In her directorial debut, U3 English major Gabriela Petrov seeks to use masked performance to add an extra dimension to Private View, a one-act play written by late Czech president Václav Havel back in his Soviet-era dissident days. The story, set in communist Czechoslovakia, is simple: writer Fred Vanek spends the evening with his friends Michael and Vera. We watch in real time as the married couple endlessly extol the virtues of their middle-class lifestyle – Vera’s cooking, Michael’s recent business trip to Switzerland, their home renovations, and their parenting skills. As the night progresses, Petrov’s addition – the masked performers – act out the emotions simmering below the surfaces of each of Fred’s hosts.
“It’s a very unique skill,” Petrov says of masked acting, a discipline that draws comparisons to dance and Movement Theatre. “The interesting thing about masks is that you want [the actors] to lose themselves in it while being extremely disciplined and controlled. There are rules to mask: you have to keep your eyes open all the time, hugely open. You can almost never blink, because you can lose your audience when you do that. You have to move in a very deliberate way.”
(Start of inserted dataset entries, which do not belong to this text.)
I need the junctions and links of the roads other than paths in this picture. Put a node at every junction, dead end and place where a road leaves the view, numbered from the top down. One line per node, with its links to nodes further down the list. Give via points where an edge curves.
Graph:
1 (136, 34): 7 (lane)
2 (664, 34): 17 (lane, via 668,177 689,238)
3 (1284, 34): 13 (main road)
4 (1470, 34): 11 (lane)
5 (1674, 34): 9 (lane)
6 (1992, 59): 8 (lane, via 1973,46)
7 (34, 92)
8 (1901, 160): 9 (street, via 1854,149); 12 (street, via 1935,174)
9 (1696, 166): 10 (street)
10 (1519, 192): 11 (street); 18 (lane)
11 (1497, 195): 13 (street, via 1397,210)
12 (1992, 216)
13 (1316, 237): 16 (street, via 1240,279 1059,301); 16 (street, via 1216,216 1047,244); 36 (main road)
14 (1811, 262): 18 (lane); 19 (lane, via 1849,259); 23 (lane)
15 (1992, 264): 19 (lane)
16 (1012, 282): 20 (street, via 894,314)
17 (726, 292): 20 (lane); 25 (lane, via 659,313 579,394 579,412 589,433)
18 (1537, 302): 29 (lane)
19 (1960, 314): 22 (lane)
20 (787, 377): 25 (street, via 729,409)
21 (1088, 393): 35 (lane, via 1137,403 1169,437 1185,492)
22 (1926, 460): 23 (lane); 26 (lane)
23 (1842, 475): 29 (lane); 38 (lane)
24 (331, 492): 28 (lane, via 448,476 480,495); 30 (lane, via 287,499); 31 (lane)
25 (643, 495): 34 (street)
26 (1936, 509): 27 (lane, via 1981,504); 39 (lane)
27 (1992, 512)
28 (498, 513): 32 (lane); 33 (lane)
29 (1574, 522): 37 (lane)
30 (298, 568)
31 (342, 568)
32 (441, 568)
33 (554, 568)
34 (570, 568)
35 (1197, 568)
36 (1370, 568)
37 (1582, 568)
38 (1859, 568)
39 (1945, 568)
All of that attention to detail certainly comes through in the performance. Under the influence of Petrov and stage manager/choreographer Nicole Rainteau, they appear entirely human in the emotions they embody, but entirely animal in their mode of expression. The effect is by turns humourous and creepy. Kimberley Drapack turns Vera’s subconscious into a fluid, feline creature, all superiority and self-satisfaction. Harry Burton literalizes and amplifies Michael’s cheerful machismo. Together, they seem to inhabit a dimension about one half-step outside the reality of the play. They flit in and out of the action, sometimes prowling the stage, sometimes sticking a head out to silently comment on the proceedings.
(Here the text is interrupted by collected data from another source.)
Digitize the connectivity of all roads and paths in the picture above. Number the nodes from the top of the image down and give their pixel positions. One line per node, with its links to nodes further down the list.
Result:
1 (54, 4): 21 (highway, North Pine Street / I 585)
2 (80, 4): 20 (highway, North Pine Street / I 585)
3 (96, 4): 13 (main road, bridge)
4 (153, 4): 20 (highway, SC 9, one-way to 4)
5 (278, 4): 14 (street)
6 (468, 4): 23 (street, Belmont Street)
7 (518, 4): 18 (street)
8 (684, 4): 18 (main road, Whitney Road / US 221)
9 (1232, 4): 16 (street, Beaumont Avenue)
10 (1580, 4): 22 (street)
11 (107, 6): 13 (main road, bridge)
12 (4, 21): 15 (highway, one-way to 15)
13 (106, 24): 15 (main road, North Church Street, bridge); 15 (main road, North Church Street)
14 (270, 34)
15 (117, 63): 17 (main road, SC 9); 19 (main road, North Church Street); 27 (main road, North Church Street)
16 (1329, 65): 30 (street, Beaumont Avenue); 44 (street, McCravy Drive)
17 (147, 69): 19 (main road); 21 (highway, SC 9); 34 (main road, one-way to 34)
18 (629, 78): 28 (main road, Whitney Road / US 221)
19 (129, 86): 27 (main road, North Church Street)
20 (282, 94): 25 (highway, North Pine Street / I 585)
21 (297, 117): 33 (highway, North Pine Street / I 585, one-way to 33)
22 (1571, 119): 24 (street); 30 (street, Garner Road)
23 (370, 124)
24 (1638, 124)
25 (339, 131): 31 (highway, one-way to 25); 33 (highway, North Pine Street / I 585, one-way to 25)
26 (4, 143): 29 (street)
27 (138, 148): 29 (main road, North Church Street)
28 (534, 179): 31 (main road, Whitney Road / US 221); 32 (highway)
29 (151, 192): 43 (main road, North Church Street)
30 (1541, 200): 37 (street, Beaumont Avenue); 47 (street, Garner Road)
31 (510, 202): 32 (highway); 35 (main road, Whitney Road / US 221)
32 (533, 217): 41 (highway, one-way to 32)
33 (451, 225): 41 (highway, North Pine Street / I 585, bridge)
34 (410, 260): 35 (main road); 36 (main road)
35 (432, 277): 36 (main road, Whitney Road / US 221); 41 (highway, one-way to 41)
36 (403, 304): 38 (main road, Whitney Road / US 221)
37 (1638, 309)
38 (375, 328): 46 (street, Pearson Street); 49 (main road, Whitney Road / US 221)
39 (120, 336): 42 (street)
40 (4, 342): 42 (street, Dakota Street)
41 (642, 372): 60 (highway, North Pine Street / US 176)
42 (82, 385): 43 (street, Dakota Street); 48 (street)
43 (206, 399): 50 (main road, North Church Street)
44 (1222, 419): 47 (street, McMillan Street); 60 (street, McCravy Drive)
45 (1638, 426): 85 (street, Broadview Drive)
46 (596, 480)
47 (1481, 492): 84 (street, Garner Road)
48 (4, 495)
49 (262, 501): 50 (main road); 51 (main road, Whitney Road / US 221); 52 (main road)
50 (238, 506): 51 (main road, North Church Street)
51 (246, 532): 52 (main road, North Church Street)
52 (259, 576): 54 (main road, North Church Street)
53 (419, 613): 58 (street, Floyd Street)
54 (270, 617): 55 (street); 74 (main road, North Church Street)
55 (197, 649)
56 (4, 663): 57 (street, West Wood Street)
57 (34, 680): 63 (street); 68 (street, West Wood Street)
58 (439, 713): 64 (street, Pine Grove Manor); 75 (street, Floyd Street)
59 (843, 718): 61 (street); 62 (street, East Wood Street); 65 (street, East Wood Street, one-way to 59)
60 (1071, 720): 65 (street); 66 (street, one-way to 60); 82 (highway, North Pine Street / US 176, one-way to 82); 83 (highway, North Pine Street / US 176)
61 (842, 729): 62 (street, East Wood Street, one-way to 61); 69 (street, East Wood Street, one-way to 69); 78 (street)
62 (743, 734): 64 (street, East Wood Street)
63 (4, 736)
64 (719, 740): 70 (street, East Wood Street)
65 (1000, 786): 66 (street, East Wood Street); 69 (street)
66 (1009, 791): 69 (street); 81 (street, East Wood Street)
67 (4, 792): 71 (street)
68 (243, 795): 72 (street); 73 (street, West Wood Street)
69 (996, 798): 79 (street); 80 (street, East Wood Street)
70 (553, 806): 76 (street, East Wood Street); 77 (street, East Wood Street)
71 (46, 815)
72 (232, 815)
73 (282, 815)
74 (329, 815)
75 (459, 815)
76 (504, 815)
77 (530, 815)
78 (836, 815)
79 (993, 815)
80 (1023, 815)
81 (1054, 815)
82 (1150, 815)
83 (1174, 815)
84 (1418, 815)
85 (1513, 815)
Fascinating as they are, one can’t help but wonder if the masks are strictly necessary. Ross Ward and Annie MacKay make for an exquisitely matched Stepford couple as Michael and Vera. They cajole, proselytize, make criticisms of Fred both covert and overt, and above all put on a show. They perform their lives with the frantic gusto of two people trying to convince themselves of something, rather than their audience. Vera’s brittle smile and fluttery, fidgety body language don’t seem to have much to do with Michael’s earthbound, slightly naïve cockiness, but both performances allow for similarly exact proportion of artifice to transparency. There’s a palpable sense of folie à deux, like they’ve slipped down the rabbit hole wrapped securely in each other’s arms. Captivating as they are, the masks don’t convey much that couldn’t come from Ward and MacKay alone. We can clearly see when Michael is beating his chest, or Vera is purring with smug satisfaction. Does it need to be acted out?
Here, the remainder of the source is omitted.